> **Provided records**:
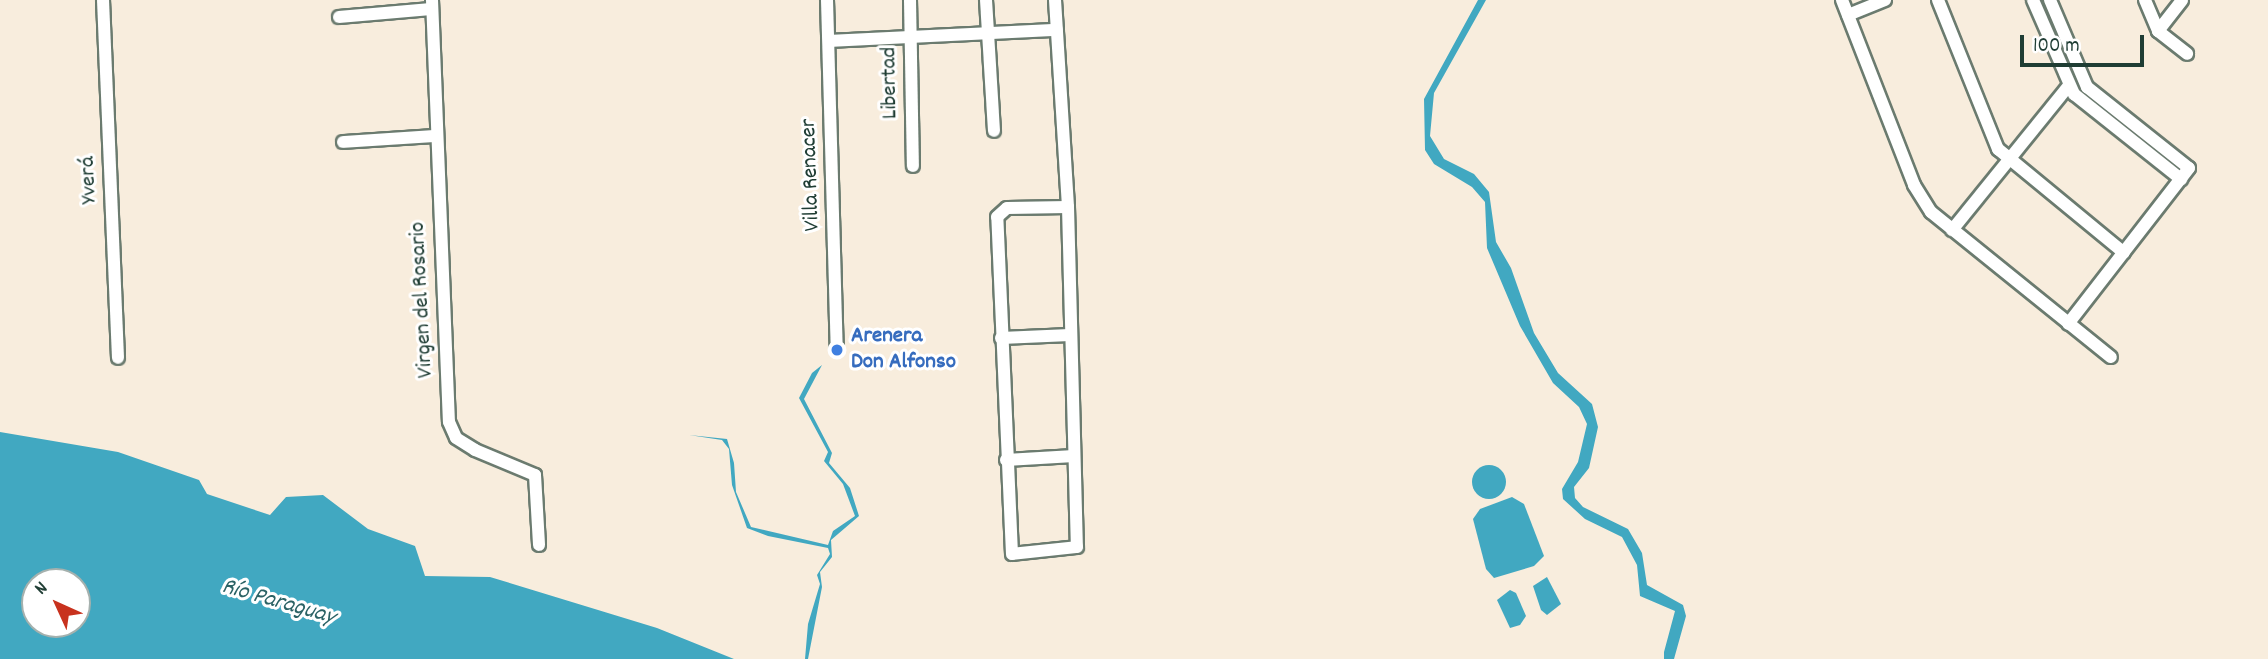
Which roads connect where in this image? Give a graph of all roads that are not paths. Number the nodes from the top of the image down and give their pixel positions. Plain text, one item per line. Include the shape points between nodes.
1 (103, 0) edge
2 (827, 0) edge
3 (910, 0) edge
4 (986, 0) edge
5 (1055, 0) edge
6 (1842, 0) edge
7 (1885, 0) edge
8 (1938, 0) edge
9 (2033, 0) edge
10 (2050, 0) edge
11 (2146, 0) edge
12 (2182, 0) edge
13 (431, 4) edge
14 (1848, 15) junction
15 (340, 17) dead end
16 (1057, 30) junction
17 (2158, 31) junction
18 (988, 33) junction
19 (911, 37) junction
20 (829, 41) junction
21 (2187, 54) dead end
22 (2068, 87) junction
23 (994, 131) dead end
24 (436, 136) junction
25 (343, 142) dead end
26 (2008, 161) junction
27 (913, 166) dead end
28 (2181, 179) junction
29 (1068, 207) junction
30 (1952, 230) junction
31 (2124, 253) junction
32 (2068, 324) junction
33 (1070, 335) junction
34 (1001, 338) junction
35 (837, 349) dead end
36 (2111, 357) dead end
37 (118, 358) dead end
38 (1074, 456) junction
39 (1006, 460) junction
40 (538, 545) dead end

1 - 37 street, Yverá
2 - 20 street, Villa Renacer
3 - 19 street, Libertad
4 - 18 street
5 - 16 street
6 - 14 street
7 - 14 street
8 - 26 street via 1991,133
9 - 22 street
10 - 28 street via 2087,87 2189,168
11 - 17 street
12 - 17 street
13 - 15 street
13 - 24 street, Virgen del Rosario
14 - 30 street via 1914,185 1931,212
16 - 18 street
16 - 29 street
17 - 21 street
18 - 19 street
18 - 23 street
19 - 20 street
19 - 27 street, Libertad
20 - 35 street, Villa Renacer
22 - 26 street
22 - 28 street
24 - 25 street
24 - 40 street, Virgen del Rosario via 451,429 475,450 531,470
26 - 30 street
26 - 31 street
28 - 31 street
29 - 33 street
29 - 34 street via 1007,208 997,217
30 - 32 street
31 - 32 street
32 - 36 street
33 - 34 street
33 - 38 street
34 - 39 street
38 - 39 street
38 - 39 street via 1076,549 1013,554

> **What the exercise asks**:
Leave every picture out and output the records exactly.

> **Task result**:
Which roads connect where in this image? Give a graph of all roads that are not paths. Number the nodes from the top of the image down and give their pixel positions. Plain text, one item per line. Include the shape points between nodes.
1 (103, 0) edge
2 (827, 0) edge
3 (910, 0) edge
4 (986, 0) edge
5 (1055, 0) edge
6 (1842, 0) edge
7 (1885, 0) edge
8 (1938, 0) edge
9 (2033, 0) edge
10 (2050, 0) edge
11 (2146, 0) edge
12 (2182, 0) edge
13 (431, 4) edge
14 (1848, 15) junction
15 (340, 17) dead end
16 (1057, 30) junction
17 (2158, 31) junction
18 (988, 33) junction
19 (911, 37) junction
20 (829, 41) junction
21 (2187, 54) dead end
22 (2068, 87) junction
23 (994, 131) dead end
24 (436, 136) junction
25 (343, 142) dead end
26 (2008, 161) junction
27 (913, 166) dead end
28 (2181, 179) junction
29 (1068, 207) junction
30 (1952, 230) junction
31 (2124, 253) junction
32 (2068, 324) junction
33 (1070, 335) junction
34 (1001, 338) junction
35 (837, 349) dead end
36 (2111, 357) dead end
37 (118, 358) dead end
38 (1074, 456) junction
39 (1006, 460) junction
40 (538, 545) dead end

1 - 37 street, Yverá
2 - 20 street, Villa Renacer
3 - 19 street, Libertad
4 - 18 street
5 - 16 street
6 - 14 street
7 - 14 street
8 - 26 street via 1991,133
9 - 22 street
10 - 28 street via 2087,87 2189,168
11 - 17 street
12 - 17 street
13 - 15 street
13 - 24 street, Virgen del Rosario
14 - 30 street via 1914,185 1931,212
16 - 18 street
16 - 29 street
17 - 21 street
18 - 19 street
18 - 23 street
19 - 20 street
19 - 27 street, Libertad
20 - 35 street, Villa Renacer
22 - 26 street
22 - 28 street
24 - 25 street
24 - 40 street, Virgen del Rosario via 451,429 475,450 531,470
26 - 30 street
26 - 31 street
28 - 31 street
29 - 33 street
29 - 34 street via 1007,208 997,217
30 - 32 street
31 - 32 street
32 - 36 street
33 - 34 street
33 - 38 street
34 - 39 street
38 - 39 street
38 - 39 street via 1076,549 1013,554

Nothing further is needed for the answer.